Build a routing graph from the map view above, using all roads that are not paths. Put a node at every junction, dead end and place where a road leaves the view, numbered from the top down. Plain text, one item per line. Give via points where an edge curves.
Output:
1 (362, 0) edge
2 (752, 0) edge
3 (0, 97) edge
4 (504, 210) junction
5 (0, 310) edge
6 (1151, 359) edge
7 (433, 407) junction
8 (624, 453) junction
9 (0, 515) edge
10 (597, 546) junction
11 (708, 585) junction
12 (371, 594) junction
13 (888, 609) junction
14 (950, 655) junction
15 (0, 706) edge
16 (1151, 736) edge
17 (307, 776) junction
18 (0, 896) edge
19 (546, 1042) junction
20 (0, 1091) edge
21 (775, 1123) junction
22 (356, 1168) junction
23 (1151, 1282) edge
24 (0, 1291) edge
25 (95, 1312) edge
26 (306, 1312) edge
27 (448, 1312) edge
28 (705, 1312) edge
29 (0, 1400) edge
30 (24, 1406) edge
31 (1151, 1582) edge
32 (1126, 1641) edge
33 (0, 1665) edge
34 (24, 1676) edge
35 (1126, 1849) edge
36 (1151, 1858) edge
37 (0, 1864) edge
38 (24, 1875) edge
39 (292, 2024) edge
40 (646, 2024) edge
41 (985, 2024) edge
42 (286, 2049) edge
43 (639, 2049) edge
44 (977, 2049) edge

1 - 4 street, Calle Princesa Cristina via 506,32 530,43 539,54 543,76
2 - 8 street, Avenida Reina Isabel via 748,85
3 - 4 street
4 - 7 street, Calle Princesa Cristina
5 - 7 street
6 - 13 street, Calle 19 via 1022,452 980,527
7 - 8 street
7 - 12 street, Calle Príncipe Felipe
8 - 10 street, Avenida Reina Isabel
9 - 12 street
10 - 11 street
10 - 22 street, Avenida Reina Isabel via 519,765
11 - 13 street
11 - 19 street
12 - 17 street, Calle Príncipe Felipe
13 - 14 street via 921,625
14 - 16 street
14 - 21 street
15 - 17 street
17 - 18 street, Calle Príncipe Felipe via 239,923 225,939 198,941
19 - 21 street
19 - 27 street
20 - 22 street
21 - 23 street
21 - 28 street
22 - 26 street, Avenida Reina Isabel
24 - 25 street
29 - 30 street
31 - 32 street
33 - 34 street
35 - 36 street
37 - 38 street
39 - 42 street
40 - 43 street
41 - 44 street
====
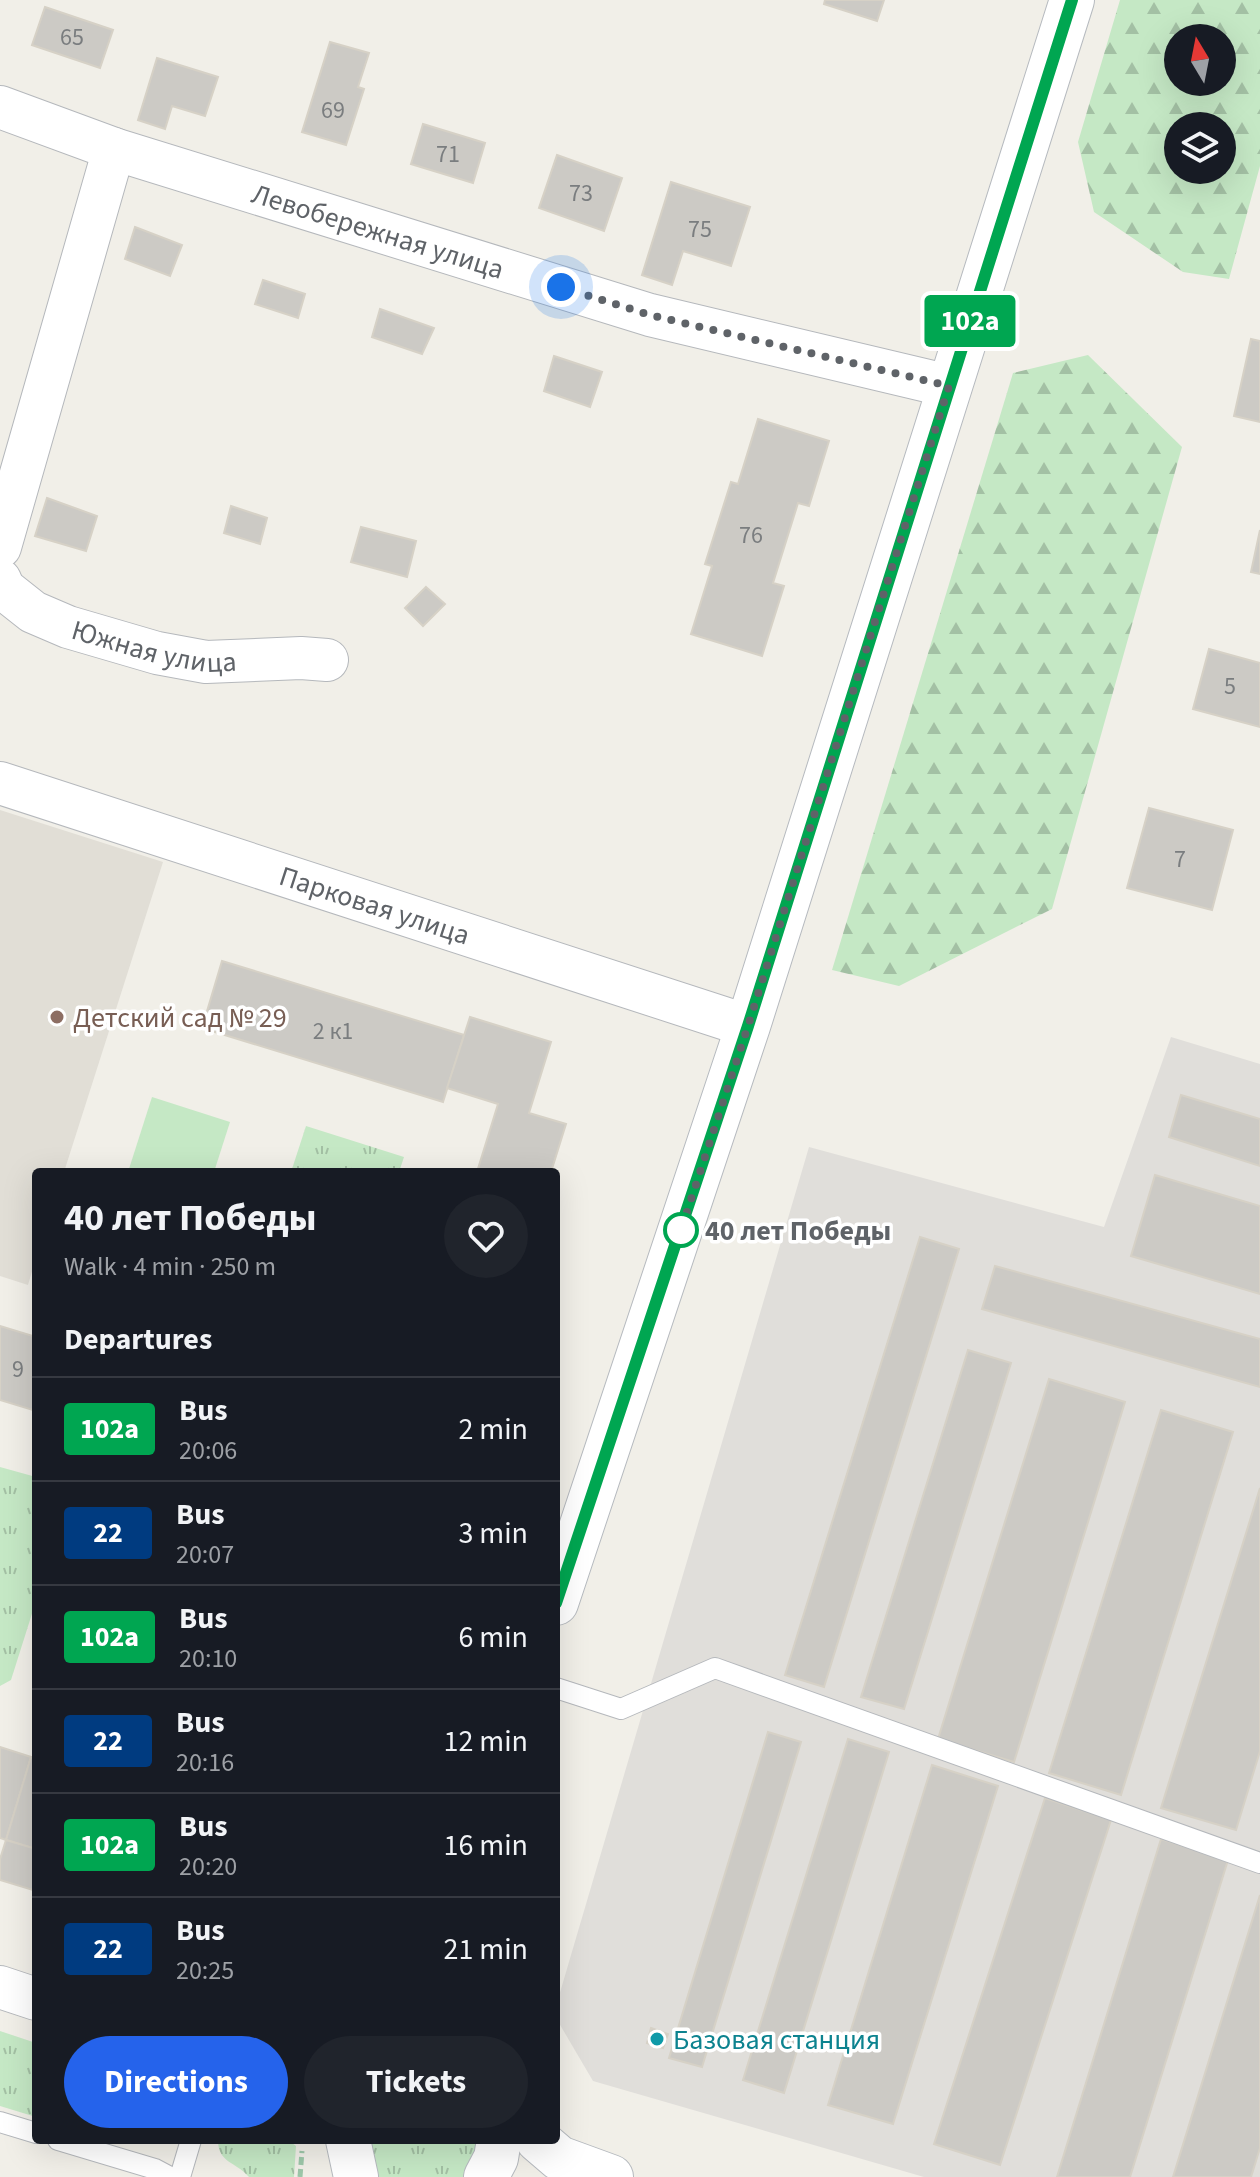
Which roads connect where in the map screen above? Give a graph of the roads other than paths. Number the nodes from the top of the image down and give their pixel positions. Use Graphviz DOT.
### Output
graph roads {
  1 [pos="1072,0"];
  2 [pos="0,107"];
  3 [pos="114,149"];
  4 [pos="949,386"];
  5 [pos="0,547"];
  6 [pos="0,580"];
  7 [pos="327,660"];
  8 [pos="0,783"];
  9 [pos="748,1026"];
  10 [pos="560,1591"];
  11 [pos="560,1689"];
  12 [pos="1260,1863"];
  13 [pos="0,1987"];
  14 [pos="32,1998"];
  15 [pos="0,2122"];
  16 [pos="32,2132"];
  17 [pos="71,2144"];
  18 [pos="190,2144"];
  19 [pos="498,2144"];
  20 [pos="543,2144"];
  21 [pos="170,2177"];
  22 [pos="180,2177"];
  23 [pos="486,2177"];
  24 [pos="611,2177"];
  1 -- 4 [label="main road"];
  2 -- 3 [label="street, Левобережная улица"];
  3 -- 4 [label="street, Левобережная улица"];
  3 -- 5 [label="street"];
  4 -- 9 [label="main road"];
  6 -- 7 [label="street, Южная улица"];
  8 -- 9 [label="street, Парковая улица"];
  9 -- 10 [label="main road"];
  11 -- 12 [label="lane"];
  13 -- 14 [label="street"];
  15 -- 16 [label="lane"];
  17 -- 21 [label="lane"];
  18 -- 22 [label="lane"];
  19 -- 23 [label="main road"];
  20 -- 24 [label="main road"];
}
====
What you have to do: Take every line from the records above that has the word "where" and copy it.

Task solution:
Build a routing graph from the map view above, using all roads that are not paths. Put a node at every junction, dead end and place where a road leaves the view, numbered from the top down. Plain text, one item per line. Give via points where an edge curves.
Which roads connect where in the map screen above? Give a graph of the roads other than paths. Number the nodes from the top of the image down and give their pixel positions. Use Graphviz DOT.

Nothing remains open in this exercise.